3D printed drugs could revolutionise prescriptions


3D printers which usually produce polymers, have been adapted to produce pharmaceutical compounds



3D printers, which usually produce polymers, have been adapted to produce pharmaceutical compounds Photo: Alamy




It is the innovation that has is being used to create everything from a
replacement pelvis to spare parts to digestible food for the elderly.

Now the 3D printer could be about to revolutionise the field of prescription
medicines, by custom-making them for individual patients by delivering
exactly the correct dose, to the nearest microgram.

Scientists from the University of Central Lancashire are patenting a new
system of printing drugs, which could save the NHS the millions of pounds
spent on mass-producing medicines.

The filaments of the 3D printer, which usually produce polymers, have been
adapted to produce pharmaceutical compounds.

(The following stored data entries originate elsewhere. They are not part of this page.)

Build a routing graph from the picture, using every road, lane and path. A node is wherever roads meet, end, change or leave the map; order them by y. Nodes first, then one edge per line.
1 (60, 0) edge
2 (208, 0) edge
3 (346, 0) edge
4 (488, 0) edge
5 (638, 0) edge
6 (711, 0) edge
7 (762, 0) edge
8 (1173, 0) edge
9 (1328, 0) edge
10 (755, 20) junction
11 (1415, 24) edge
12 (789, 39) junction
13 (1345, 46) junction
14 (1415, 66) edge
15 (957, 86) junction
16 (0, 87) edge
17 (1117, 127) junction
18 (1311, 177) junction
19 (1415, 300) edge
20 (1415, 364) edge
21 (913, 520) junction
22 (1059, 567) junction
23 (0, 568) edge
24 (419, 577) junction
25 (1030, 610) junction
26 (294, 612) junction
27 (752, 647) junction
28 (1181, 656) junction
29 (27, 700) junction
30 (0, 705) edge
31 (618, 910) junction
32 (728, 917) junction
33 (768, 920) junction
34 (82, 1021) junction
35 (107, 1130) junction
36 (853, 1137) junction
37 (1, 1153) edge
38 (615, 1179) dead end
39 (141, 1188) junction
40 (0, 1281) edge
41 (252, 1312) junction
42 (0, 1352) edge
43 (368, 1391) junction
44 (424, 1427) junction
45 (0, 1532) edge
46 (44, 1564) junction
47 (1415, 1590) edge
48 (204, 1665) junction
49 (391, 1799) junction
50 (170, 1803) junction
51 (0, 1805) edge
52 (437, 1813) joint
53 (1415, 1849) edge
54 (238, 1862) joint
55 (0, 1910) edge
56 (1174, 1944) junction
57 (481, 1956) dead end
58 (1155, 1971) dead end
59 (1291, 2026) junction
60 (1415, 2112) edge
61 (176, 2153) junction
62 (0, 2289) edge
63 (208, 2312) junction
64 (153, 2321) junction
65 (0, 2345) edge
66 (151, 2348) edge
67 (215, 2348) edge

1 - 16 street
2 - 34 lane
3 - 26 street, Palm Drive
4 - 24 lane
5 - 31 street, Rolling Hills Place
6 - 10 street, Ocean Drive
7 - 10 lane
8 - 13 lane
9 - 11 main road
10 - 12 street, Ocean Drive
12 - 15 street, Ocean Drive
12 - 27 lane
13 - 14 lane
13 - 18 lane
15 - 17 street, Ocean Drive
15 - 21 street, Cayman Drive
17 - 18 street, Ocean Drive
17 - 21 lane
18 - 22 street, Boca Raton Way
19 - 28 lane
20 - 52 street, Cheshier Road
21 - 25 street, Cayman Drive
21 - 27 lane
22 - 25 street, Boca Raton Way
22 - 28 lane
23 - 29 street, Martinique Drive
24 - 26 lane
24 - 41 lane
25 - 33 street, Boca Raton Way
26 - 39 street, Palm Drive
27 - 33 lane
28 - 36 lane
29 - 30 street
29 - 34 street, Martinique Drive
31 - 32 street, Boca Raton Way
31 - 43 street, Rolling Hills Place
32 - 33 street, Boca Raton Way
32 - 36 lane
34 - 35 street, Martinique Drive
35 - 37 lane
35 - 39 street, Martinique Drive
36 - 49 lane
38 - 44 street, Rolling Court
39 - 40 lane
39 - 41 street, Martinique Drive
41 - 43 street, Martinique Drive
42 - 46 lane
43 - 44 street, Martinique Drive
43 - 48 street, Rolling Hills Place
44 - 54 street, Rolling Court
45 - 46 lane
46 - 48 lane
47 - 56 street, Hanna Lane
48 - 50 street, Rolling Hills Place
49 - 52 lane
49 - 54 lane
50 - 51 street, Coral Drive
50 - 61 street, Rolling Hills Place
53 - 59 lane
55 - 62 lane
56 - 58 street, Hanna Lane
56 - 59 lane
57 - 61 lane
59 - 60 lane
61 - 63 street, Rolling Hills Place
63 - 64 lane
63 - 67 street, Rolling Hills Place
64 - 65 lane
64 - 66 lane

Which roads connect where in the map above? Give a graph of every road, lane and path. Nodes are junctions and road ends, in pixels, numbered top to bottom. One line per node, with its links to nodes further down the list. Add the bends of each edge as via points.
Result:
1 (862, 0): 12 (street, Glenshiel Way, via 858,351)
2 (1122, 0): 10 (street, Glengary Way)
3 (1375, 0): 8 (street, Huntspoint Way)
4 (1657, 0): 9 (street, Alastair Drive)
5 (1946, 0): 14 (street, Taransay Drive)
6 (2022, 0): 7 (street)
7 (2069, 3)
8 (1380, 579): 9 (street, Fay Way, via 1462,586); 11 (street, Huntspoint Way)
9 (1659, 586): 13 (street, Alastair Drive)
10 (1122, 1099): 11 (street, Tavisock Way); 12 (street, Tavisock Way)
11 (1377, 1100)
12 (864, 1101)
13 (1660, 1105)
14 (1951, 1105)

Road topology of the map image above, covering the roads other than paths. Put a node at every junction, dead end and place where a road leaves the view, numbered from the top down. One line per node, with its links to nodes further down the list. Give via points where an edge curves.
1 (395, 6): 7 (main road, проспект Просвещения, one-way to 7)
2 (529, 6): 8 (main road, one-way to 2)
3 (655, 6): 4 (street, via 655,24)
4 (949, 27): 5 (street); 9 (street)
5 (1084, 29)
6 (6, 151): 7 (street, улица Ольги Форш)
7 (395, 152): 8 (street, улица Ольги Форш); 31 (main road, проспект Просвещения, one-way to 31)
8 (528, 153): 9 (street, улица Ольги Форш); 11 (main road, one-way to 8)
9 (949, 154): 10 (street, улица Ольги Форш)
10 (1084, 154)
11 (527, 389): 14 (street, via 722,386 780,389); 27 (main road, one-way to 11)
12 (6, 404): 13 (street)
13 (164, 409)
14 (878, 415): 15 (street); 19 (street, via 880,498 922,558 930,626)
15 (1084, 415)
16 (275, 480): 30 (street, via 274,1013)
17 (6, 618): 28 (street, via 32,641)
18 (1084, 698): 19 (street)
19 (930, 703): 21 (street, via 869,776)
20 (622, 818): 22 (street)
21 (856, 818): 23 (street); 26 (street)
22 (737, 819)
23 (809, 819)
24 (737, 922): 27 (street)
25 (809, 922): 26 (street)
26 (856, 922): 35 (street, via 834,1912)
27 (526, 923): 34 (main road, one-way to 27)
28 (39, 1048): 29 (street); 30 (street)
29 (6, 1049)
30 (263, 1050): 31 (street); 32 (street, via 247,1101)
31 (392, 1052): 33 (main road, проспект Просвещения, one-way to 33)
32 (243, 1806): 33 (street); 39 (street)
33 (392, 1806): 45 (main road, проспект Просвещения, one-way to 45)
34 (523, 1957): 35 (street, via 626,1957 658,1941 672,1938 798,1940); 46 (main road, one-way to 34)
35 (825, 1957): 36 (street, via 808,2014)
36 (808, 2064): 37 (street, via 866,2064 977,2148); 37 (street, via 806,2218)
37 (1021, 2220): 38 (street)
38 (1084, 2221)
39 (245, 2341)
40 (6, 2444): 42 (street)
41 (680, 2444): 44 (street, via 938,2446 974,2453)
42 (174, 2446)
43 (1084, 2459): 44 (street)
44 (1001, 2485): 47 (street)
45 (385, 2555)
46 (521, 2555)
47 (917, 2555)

Its inventors say that it will spell the end of the ‘one size fits all’ dose,
which often leads patients taking too much or too little of a prescribed
drug. Patients will even be able to print their own drugs.

Dr Mohamed Albed Alhnan, the pharmacist who heads the team which is patenting
the device, said: “As pharmacists we are aware of the problems that exist.

“At the moment we are making standard medicines, a one size fits all, but now
the trend is to prescribe medicine specifically tailored for individual
patients, which is where the new method comes in.”

He added that with some medication, such as that given to a liver patient, a
fraction of a milligram of a drug makes a big difference and at the moment
it is extremely expensive to tailor to these needs.

Dr Alhnan said his team worked on the project for more than a year and
although they have already submitted patency papers there were still a lot
of “hoops to jump through” before the method is in general use.

He added: “Thanks to this technology, the invented system can provide medical
institutions with a new option and maintain dosage form properties while
accurately adjusting the dose with simple software order, something that was
considered before to be costly and required experienced staff and dedicated
facilities.

“Eventually, we hope to see that units can be kept at home for patients who
continuously need to change their daily dose.”

It is predicted that the technique will be used by pharmaceutical firms and
hospitals within five years and by the public within a decade.